Двигаясь как можно тише, Анаис направилась за камердинером – осторожно, стараясь держаться в тени. Она задула свечу, чтобы Вэлери не смог заметить, как упрямая леди идет за ним по пятам.

Проходя через огромные и глухие, подобно пещерам, холлы просторного загородного дома, она последовала за слугой, прокравшись через портретную галерею и бальный зал. Потом оказалась в узком коридоре, который вел к деревянным дверям. Камердинер широко распахнул их и скрылся в глубине комнаты. Подождав какое-то мгновение, Анаис тоже открыла двери и неслышно проникла внутрь. Так она оказалась в логове наслаждений, будто сошедшем со страниц «Тысячи и одной ночи».

Комната, которая, как знала Анаис, раньше была оранжереей матери Линдсея, была декорирована в мавританском стиле. Яркие шелковые покровы, красные, оранжевые и розовые, свисали с потолка, образовывая что-то вроде шатра. Мраморные колонны во всю высоту комнаты обрамляли ванну с испускающей пар водой. Это была минеральная ванна, напоминавшая горячие источники в Бате и Танбридже. Только Линдсей мог превратить ее в то, что арабы называли «хаммам».

– Я столкнулся с вашей леди, – вдруг раздался ровный, лишенный эмоций голос.

– О?

– Она искала вас.

– У тебя хватило здравого смысла, чтобы отделаться от нее, не так ли?

– Да. Я знал, что вы не захотите видеть ее здесь.

– Нет, на самом деле я очень хочу видеть ее здесь, в этом-то вся и проблема, Вэлери.
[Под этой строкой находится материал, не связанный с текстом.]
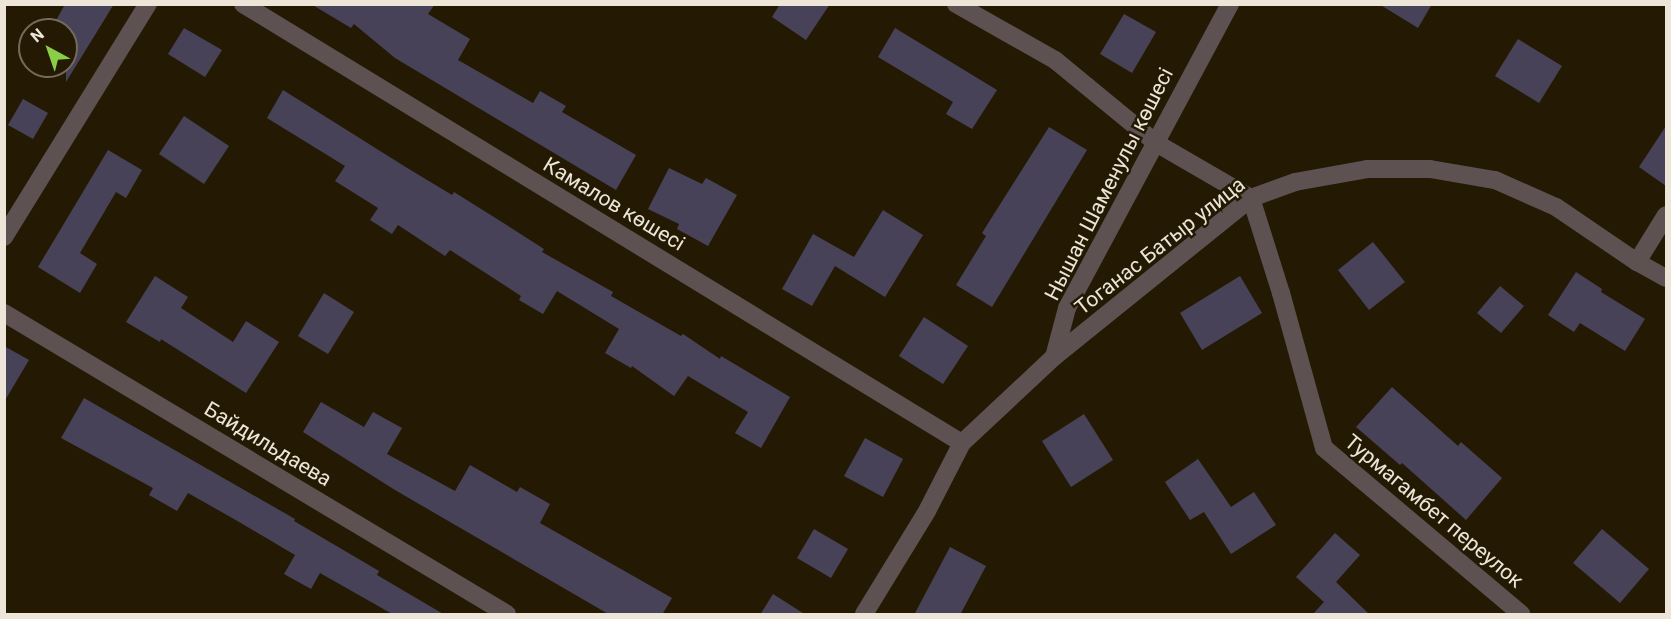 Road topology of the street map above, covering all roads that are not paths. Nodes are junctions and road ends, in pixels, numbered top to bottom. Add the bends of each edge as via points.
1 (148, 4) edge
2 (243, 4) edge
3 (956, 4) edge
4 (1230, 4) edge
5 (1156, 143) junction
6 (1251, 198) junction
7 (1666, 215) edge
8 (4, 237) edge
9 (1637, 262) junction
10 (1666, 278) edge
11 (4, 313) edge
12 (1054, 357) junction
13 (962, 442) junction
14 (507, 615) edge
15 (864, 615) edge
16 (1521, 615) edge

1 - 8 street
2 - 13 street, Камалов көшесі
3 - 5 street via 1054,60
4 - 5 street, Нышан Шаменулы көшесі
5 - 6 street
5 - 12 street, Нышан Шаменулы көшесі via 1067,308
6 - 9 street, Тоганас Батыр улица via 1294,182 1367,169 1430,169 1495,180 1557,207
6 - 12 street, Тоганас Батыр улица
6 - 16 street, Турмагамбет переулок via 1324,448
7 - 9 street
9 - 10 street, Тоганас Батыр улица
11 - 14 street, Байдильдаева
12 - 13 street
13 - 15 street via 927,511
Ну разве я – не извращенный отвратительный ублюдок, если хочу, чтобы она была здесь, в моем маленьком гареме, пока я балуюсь опиумом и своей похотью?

Слуга ничего не ответил. Анаис прошла на цыпочках в глубь комнаты и выглянула из-за высокой пальмы в горшке, стоявшей на углу ванной. Перед Анаис предстало то, что она назвала бы шатровым залом – экзотическое пространство, затянутое покрывалами и платками, игравшими роль занавесок. С потолка на тяжелых цепях свисали марокканские фонари, а пол перед шелковым диваном, достойным султана, был покрыт шелковыми шарфами и подушками с кисточками. В центре дивана, откинувшись на спинку и подогнув одно колено, полулежал Линдсей. Слева от него, на столе, находился серебряный поднос, на котором лежали лакированная коробка и трубка. От стоявшей неподалеку рельефной медной лампы поднимался, причудливо клубясь, дым.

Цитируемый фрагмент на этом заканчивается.